In any case:
http://opencanada.org/features/blogs/dispatch/the-mulcair-doctrine/
http://rabble.ca/blogs/bloggers/kar...y-flaws-being-soft-on-separatism-not-one-them
literally found within seconds of googling
Based on what all you've posted in this thread so far, I'm going to assume you and gutter are clueless about pretty much everything to do with propaganda, not believing it wholeheartedly, and facts.
I'm honestly not clear on what point you think you're making here. I see a 3-year-old story about Mulcair's vague foreign policy ideas from a few days after he won the leadership, and an opinion piece from 2013 that doesn't actually refute the central point the author is arguing against. If those are your "facts"...again, that speaks to the depth and breadth of your knowledge of the Canadian political climate.
And the cbc article ain't great. Mulcair does get numbers and benchmarks wrong and that's certainly dumb of him. But he is consistent and not at all vague about wanting to raise the corporate tax rate and that's a policy that I support. He is also not at all vague about the Senate. What he wants to do might be difficult to pull off, but that's not at all the same thing as being vague. It is also a policy that I support. They are also not vague at all about electoral reform or C51. Which are two other policies that I support.
And it's sad to me that the central Canadian government has weakened to the point that the feds actually working with the provinces on policy seems like 'vague lies'. The Canada Health Act is the feds taking an active role in health care which is the provinces responsibility and frankly we also need a national transit strategy of a similar bent. It's a good thing for me that Mulcair wants the federal government to start taking a leadership role on this after decades of Harper, and Martin before him, slashing federal funding for these kinds of initiatives.
Look, you guys are Liberal partisan, and I am a NDP partisan. But attacking Mulcair's personal finances and taking his opponent's word as God's own truth on what were private negotiations isn't good politics. I really hope we can stick to policy when talking here, not smear talking points.

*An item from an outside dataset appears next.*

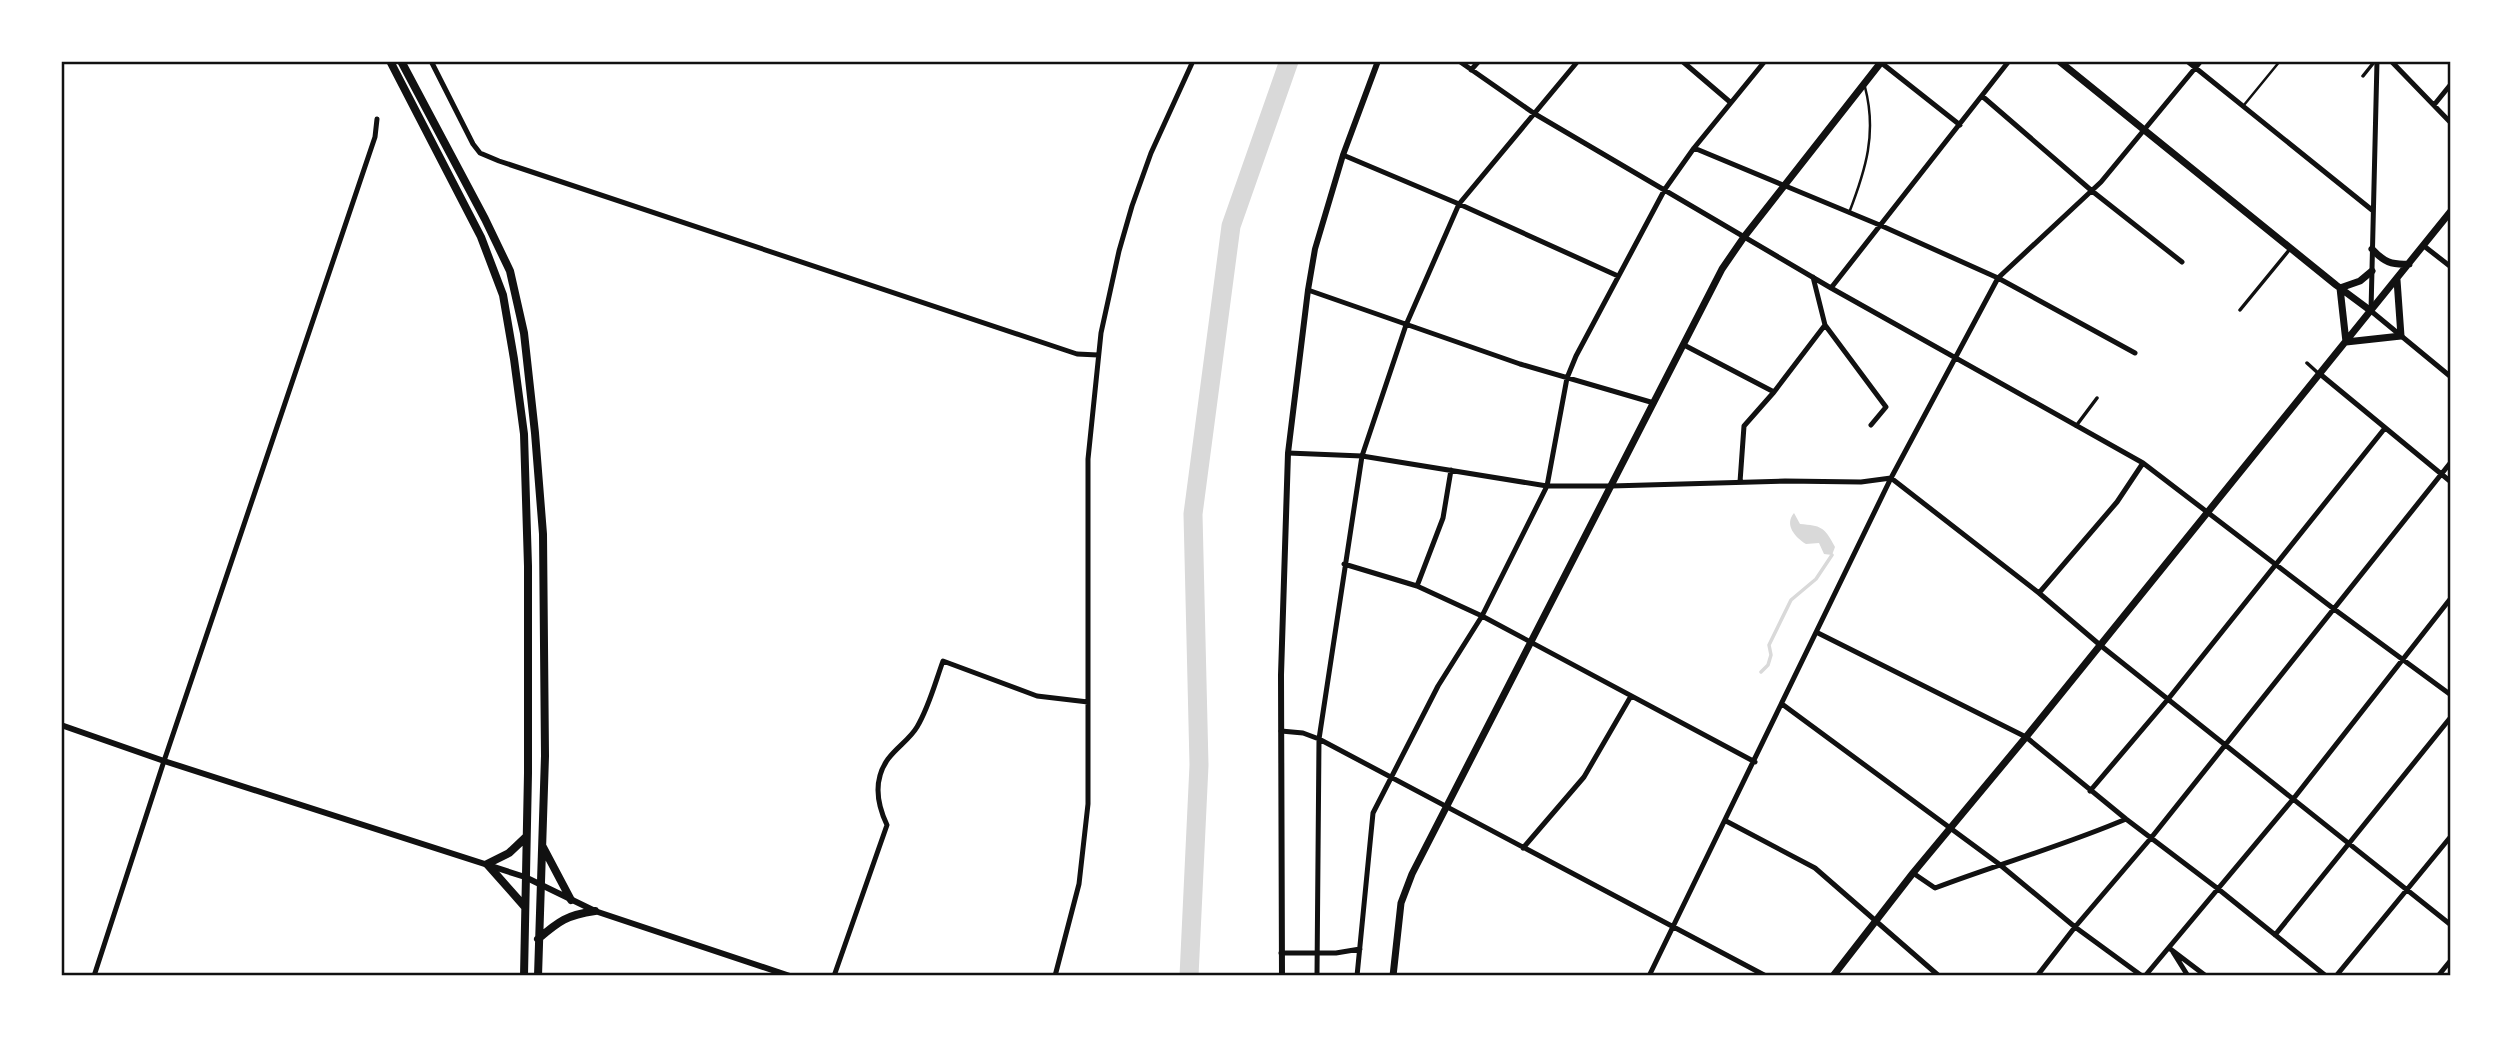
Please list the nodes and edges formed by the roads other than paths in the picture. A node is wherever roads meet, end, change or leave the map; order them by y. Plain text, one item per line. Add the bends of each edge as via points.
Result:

1) RE: C51, we've already established how much stock you and I put in what Mulcair says they're going to do (a lot in your case, none at all in mine). But I will just add that
others have
noted that there's a whole lot more wiggle room in what the NDP is promising that you seem to suggest.
2) Agreed 100% on the need for more federal-provincial cooperation. They need to have a more coordinated approach on health, on transit, on cities: no argument from me there. But I'm not sure how this fits into the discussion at all. And I'm not saying that to be dismissive on this point -- I honestly don't see where this comes from. I did say that I thought the NDP were being deceitful when it came to their minimum wage promise, since it's a provincial issue, but beyond that...if the NDP are promising more First Ministers conferences and more emphasis on Canada as a confederation, I'm not going to criticize that. It's yet another area in which Harper has been such a thorough failure, it'd be hard for his successor to not be an improvement.
3) I also agree with you that we shouldn't be spreading smears or criticizing politicians' personal lives, but I don't think that personal finances are out-of-bounds when it comes to talking about someone who wants to be PM. It's not on the same level as, say, being a rabidly homophobic social conservative while getting your babysitter pregnant (to speak of an example where the Canadian political media took their separation of politics and personal lives way too far), but we're not talking about the strength of his marriage or whether he's secretly visiting sketchy massage parlours in his spare time (to speak of a case where Sun Media, at least, ignored the personal-political divide). You don't think that someone's ability to manage their own personal finances is at all connected to whether they're fit to be leading the country?
You can blame the NDP for Harper just as much as you can blame the Liberals for him by them losing that election.
I don't think you remember how unpopular Paul Martin and the Liberal party was at the time. Even I, as a long time Liberal supporter, wasn't supporting him in that election.
The Liberals deserve 100% of the blame for losing in 2006. Who cares if Layton supported a non-confidence vote? Martin decided that the best way to spend 2003 to 2006 was telling everyone that the Liberal Party was rotten and corrupt, and then he spent the 2006 election trying -- at least if you believe the "Liberal strategists" Paul Wells quoted in one of his Harper hagiographies -- to tank the Liberal poll numbers in the hopes of scaring people so much with the prospect of a Harper government that they'd flock back to the Liberals on election day. It was a stupid, stupid strategy in every respect imaginable, and they deserved to be booted from office for it.